(Collected data entries)
----
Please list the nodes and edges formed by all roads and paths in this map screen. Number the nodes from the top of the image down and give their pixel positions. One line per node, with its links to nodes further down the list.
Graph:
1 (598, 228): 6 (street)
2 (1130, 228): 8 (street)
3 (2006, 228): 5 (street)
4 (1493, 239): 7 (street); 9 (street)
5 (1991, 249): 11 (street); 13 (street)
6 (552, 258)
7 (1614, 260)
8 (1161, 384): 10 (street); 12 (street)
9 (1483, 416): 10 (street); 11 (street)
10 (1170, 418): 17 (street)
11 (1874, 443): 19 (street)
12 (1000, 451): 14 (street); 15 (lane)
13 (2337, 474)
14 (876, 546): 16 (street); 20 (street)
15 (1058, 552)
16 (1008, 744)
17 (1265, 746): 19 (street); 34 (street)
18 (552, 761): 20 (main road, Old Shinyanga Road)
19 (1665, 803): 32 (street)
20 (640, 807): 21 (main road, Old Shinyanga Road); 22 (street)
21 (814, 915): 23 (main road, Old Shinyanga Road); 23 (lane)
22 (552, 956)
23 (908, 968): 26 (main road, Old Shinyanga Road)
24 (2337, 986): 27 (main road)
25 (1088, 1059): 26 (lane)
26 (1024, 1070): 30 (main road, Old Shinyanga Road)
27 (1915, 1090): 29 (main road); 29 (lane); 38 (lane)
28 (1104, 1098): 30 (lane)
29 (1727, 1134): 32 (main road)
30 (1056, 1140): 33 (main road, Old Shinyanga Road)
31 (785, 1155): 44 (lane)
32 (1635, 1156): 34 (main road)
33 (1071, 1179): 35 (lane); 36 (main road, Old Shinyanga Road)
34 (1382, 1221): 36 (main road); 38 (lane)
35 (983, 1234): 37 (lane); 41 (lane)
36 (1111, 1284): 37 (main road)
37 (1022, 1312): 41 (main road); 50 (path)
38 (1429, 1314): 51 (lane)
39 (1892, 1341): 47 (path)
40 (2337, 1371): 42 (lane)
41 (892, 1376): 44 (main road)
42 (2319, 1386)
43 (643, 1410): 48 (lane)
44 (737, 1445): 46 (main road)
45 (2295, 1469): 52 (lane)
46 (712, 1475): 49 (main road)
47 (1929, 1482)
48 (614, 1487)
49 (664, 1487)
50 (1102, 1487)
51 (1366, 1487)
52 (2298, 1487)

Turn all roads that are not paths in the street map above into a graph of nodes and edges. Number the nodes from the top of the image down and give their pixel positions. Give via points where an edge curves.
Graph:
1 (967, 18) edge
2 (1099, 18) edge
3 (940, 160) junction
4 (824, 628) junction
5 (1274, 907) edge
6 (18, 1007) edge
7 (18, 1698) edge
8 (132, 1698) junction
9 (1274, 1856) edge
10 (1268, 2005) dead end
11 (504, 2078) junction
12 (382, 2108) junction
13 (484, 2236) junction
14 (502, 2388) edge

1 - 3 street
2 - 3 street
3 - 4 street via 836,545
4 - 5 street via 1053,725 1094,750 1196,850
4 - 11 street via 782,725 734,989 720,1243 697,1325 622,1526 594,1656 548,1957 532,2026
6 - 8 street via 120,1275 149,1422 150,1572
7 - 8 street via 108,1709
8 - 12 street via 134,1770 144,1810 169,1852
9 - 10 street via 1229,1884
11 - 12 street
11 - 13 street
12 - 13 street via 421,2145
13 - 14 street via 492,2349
----
◆ EXERCISE BRIEF ◆
Every entry above must be reproduced exactly.

◆ SOLUTION TO THE PROBLEM ◆
Please list the nodes and edges formed by all roads and paths in this map screen. Number the nodes from the top of the image down and give their pixel positions. One line per node, with its links to nodes further down the list.
Graph:
1 (598, 228): 6 (street)
2 (1130, 228): 8 (street)
3 (2006, 228): 5 (street)
4 (1493, 239): 7 (street); 9 (street)
5 (1991, 249): 11 (street); 13 (street)
6 (552, 258)
7 (1614, 260)
8 (1161, 384): 10 (street); 12 (street)
9 (1483, 416): 10 (street); 11 (street)
10 (1170, 418): 17 (street)
11 (1874, 443): 19 (street)
12 (1000, 451): 14 (street); 15 (lane)
13 (2337, 474)
14 (876, 546): 16 (street); 20 (street)
15 (1058, 552)
16 (1008, 744)
17 (1265, 746): 19 (street); 34 (street)
18 (552, 761): 20 (main road, Old Shinyanga Road)
19 (1665, 803): 32 (street)
20 (640, 807): 21 (main road, Old Shinyanga Road); 22 (street)
21 (814, 915): 23 (main road, Old Shinyanga Road); 23 (lane)
22 (552, 956)
23 (908, 968): 26 (main road, Old Shinyanga Road)
24 (2337, 986): 27 (main road)
25 (1088, 1059): 26 (lane)
26 (1024, 1070): 30 (main road, Old Shinyanga Road)
27 (1915, 1090): 29 (main road); 29 (lane); 38 (lane)
28 (1104, 1098): 30 (lane)
29 (1727, 1134): 32 (main road)
30 (1056, 1140): 33 (main road, Old Shinyanga Road)
31 (785, 1155): 44 (lane)
32 (1635, 1156): 34 (main road)
33 (1071, 1179): 35 (lane); 36 (main road, Old Shinyanga Road)
34 (1382, 1221): 36 (main road); 38 (lane)
35 (983, 1234): 37 (lane); 41 (lane)
36 (1111, 1284): 37 (main road)
37 (1022, 1312): 41 (main road); 50 (path)
38 (1429, 1314): 51 (lane)
39 (1892, 1341): 47 (path)
40 (2337, 1371): 42 (lane)
41 (892, 1376): 44 (main road)
42 (2319, 1386)
43 (643, 1410): 48 (lane)
44 (737, 1445): 46 (main road)
45 (2295, 1469): 52 (lane)
46 (712, 1475): 49 (main road)
47 (1929, 1482)
48 (614, 1487)
49 (664, 1487)
50 (1102, 1487)
51 (1366, 1487)
52 (2298, 1487)

Turn all roads that are not paths in the street map above into a graph of nodes and edges. Number the nodes from the top of the image down and give their pixel positions. Give via points where an edge curves.
Graph:
1 (967, 18) edge
2 (1099, 18) edge
3 (940, 160) junction
4 (824, 628) junction
5 (1274, 907) edge
6 (18, 1007) edge
7 (18, 1698) edge
8 (132, 1698) junction
9 (1274, 1856) edge
10 (1268, 2005) dead end
11 (504, 2078) junction
12 (382, 2108) junction
13 (484, 2236) junction
14 (502, 2388) edge

1 - 3 street
2 - 3 street
3 - 4 street via 836,545
4 - 5 street via 1053,725 1094,750 1196,850
4 - 11 street via 782,725 734,989 720,1243 697,1325 622,1526 594,1656 548,1957 532,2026
6 - 8 street via 120,1275 149,1422 150,1572
7 - 8 street via 108,1709
8 - 12 street via 134,1770 144,1810 169,1852
9 - 10 street via 1229,1884
11 - 12 street
11 - 13 street
12 - 13 street via 421,2145
13 - 14 street via 492,2349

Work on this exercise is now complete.